A quick guide to the strain of thought that mostly exists at the highest levels of higher education
The term “critical race theory” has been in the news a lot lately. If you’re confused about what it means – or too afraid to ask at this point – here’s what you need to know.
What is critical race theory?
Very simply, critical race theory is the idea that racism is built into American institutions and frameworks to keep white people in the position of power in society.
It was developed by academics about 40 years ago in response to “a lack of racial progress following the civil rights legislation of the 1960s.” The academics argued the United States was “founded on the theft of land labor” and federal law continued with unequal treatment of people on the basis of race. Supporters of critical race theory also believe race is a cultural invention.
Kimberlé Crenshaw is one of the early proponents of critical race theory. She is now executive director of the African American Policy Forum, a social justice think tank. She told CNN, “Critical race theory is a practice. It’s an approach to grappling with a history of white supremacy that rejects the belief that what’s in the past is in the past, and that the laws and systems that grow from that past are detached from it.”
Why are we talking about it now?
Though the theory is decades old, it started receiving widespread attention last fall following the summer of Black Lives Matter protests. During the summer, Fox News gave airtime to conservative activist Christopher F. Rufo, who told host Tucker Carlson he was “declaring a one-man war against critical race theory” and wouldn’t stop until it was “abolished within our public institutions.” This caught the attention of then-President Donald Trump, who signed an executive order restricting implicit bias and diversity training by government agencies.
Within months, GOP lawmakers started drafting and introducing bills to “stop schools from teaching about racism or any topics that confront America’s history of racial and gender oppression.” However, the theory had previously been uncommon outside of academic circles, and it had only rarely, if ever at all, been taught in K-12 schools.
Are state legislatures taking it seriously?
An ongoing analysis by Education Week found that 25 states have taken steps toward restricting teaching critical race theory or otherwise limiting the way teachers discuss racism and sexism in the classroom.
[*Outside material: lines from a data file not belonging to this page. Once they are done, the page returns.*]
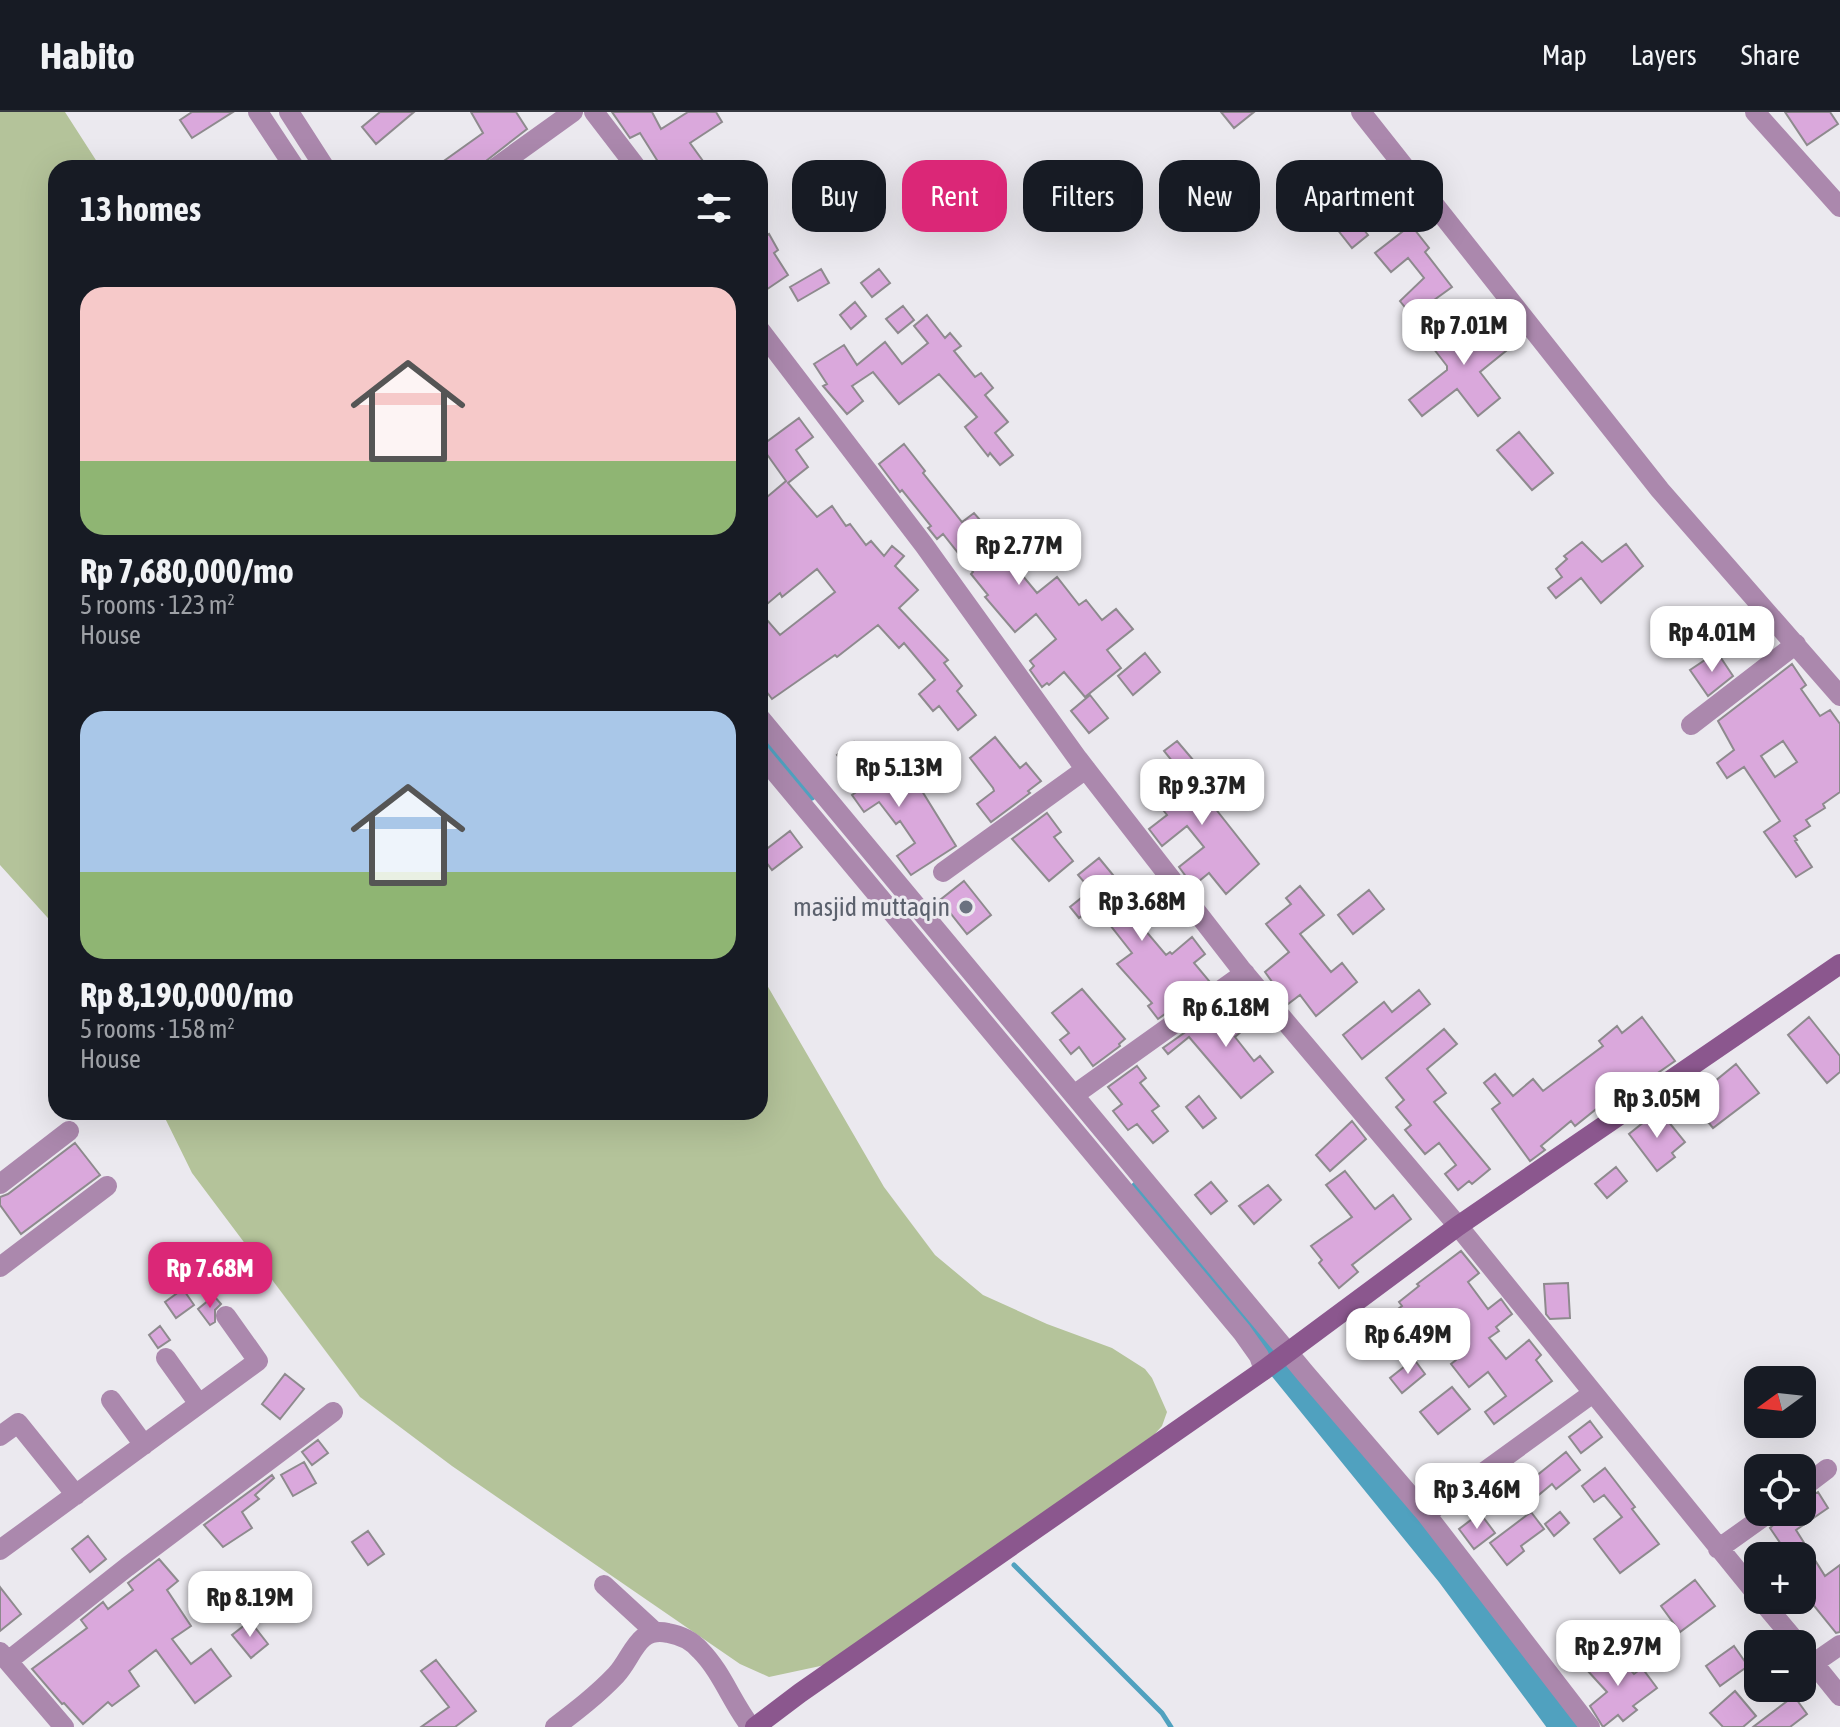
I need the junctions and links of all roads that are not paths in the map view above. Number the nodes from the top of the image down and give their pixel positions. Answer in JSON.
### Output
{"nodes":[{"id":1,"x":258,"y":112,"type":"edge"},
{"id":2,"x":289,"y":112,"type":"edge"},
{"id":3,"x":573,"y":112,"type":"edge"},
{"id":4,"x":594,"y":112,"type":"edge"},
{"id":5,"x":1361,"y":112,"type":"edge"},
{"id":6,"x":1755,"y":112,"type":"edge"},
{"id":7,"x":290,"y":160,"type":"edge"},
{"id":8,"x":320,"y":160,"type":"edge"},
{"id":9,"x":506,"y":160,"type":"edge"},
{"id":10,"x":631,"y":160,"type":"edge"},
{"id":11,"x":1840,"y":207,"type":"edge"},
{"id":12,"x":768,"y":340,"type":"edge"},
{"id":13,"x":1796,"y":644,"type":"junction"},
{"id":14,"x":1840,"y":696,"type":"edge"},
{"id":15,"x":1691,"y":725,"type":"dead end"},
{"id":16,"x":768,"y":728,"type":"edge"},
{"id":17,"x":768,"y":764,"type":"edge"},
{"id":18,"x":1086,"y":769,"type":"junction"},
{"id":19,"x":943,"y":872,"type":"dead end"},
{"id":20,"x":1840,"y":964,"type":"edge"},
{"id":21,"x":1245,"y":973,"type":"junction"},
{"id":22,"x":1074,"y":1095,"type":"junction"},
{"id":23,"x":69,"y":1131,"type":"dead end"},
{"id":24,"x":0,"y":1184,"type":"edge"},
{"id":25,"x":107,"y":1186,"type":"dead end"},
{"id":26,"x":1458,"y":1226,"type":"junction"},
{"id":27,"x":0,"y":1267,"type":"edge"},
{"id":28,"x":226,"y":1316,"type":"dead end"},
{"id":29,"x":166,"y":1358,"type":"dead end"},
{"id":30,"x":1276,"y":1361,"type":"junction"},
{"id":31,"x":1593,"y":1393,"type":"junction"},
{"id":32,"x":111,"y":1400,"type":"dead end"},
{"id":33,"x":199,"y":1404,"type":"junction"},
{"id":34,"x":333,"y":1412,"type":"dead end"},
{"id":35,"x":0,"y":1436,"type":"edge"},
{"id":36,"x":144,"y":1445,"type":"junction"},
{"id":37,"x":1827,"y":1469,"type":"dead end"},
{"id":38,"x":1816,"y":1477,"type":"edge"},
{"id":39,"x":76,"y":1495,"type":"junction"},
{"id":40,"x":1426,"y":1514,"type":"junction"},
{"id":41,"x":1750,"y":1526,"type":"edge"},
{"id":42,"x":1718,"y":1549,"type":"junction"},
{"id":43,"x":0,"y":1550,"type":"edge"},
{"id":44,"x":1744,"y":1579,"type":"edge"},
{"id":45,"x":604,"y":1585,"type":"dead end"},
{"id":46,"x":1773,"y":1614,"type":"edge"},
{"id":47,"x":1786,"y":1630,"type":"edge"},
{"id":48,"x":654,"y":1631,"type":"junction"},
{"id":49,"x":1840,"y":1645,"type":"edge"},
{"id":50,"x":1816,"y":1653,"type":"edge"},
{"id":51,"x":4,"y":1656,"type":"edge"},
{"id":52,"x":1816,"y":1666,"type":"edge"},
{"id":53,"x":1840,"y":1696,"type":"edge"},
{"id":54,"x":64,"y":1727,"type":"edge"},
{"id":55,"x":555,"y":1727,"type":"edge"},
{"id":56,"x":753,"y":1727,"type":"edge"},
{"id":57,"x":1590,"y":1727,"type":"edge"}],
"edges":[{"from":1,"to":7,"type":"street"},
{"from":2,"to":8,"type":"street"},
{"from":3,"to":9,"type":"street"},
{"from":4,"to":10,"type":"street"},
{"from":5,"to":13,"type":"street"},
{"from":6,"to":11,"type":"street"},
{"from":12,"to":18,"type":"street"},
{"from":13,"to":14,"type":"street"},
{"from":13,"to":15,"type":"street"},
{"from":16,"to":22,"type":"street"},
{"from":17,"to":30,"type":"street"},
{"from":18,"to":19,"type":"street"},
{"from":18,"to":21,"type":"street"},
{"from":20,"to":26,"type":"street"},
{"from":21,"to":22,"type":"street"},
{"from":21,"to":26,"type":"street"},
{"from":22,"to":30,"type":"street"},
{"from":23,"to":24,"type":"street"},
{"from":25,"to":27,"type":"street"},
{"from":26,"to":30,"type":"street"},
{"from":26,"to":31,"type":"street"},
{"from":28,"to":33,"type":"street"},
{"from":29,"to":33,"type":"street"},
{"from":30,"to":40,"type":"street"},
{"from":30,"to":56,"type":"street"},
{"from":31,"to":40,"type":"street"},
{"from":31,"to":42,"type":"street"},
{"from":32,"to":36,"type":"street"},
{"from":33,"to":36,"type":"street"},
{"from":34,"to":51,"type":"street"},
{"from":35,"to":39,"type":"street"},
{"from":36,"to":39,"type":"street"},
{"from":37,"to":38,"type":"street"},
{"from":39,"to":43,"type":"street"},
{"from":40,"to":57,"type":"street"},
{"from":41,"to":42,"type":"street"},
{"from":42,"to":44,"type":"street"},
{"from":45,"to":48,"type":"street"},
{"from":46,"to":47,"type":"street"},
{"from":48,"to":55,"type":"street"},
{"from":48,"to":56,"type":"street"},
{"from":49,"to":50,"type":"street"},
{"from":51,"to":54,"type":"street"},
{"from":52,"to":53,"type":"street"}]}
The bans are active in eight states.
Why does this sound familiar?
If this sounds familiar, it’s because Trump and the Republican party pushed back on the New York Times’ 1619 Project last year. The goal of the long-form Pulitzer-Prize winning 1619 Project was to “reframe the country’s history by placing the consequences of slavery and the contributions of Black Americans at the very center of our national narrative.” Trump called it “a crusade against American history.”
“They’ve lumped everything together: critical race theory, the 1619 project, whiteness studies, talking about white privilege,” Crenshaw told Vox. “What they have in common is they are discourses that refuse to participate in the lie that America has triumphantly overcome its racist history, that everything is behind us. None of these projects accept that it’s all behind us.”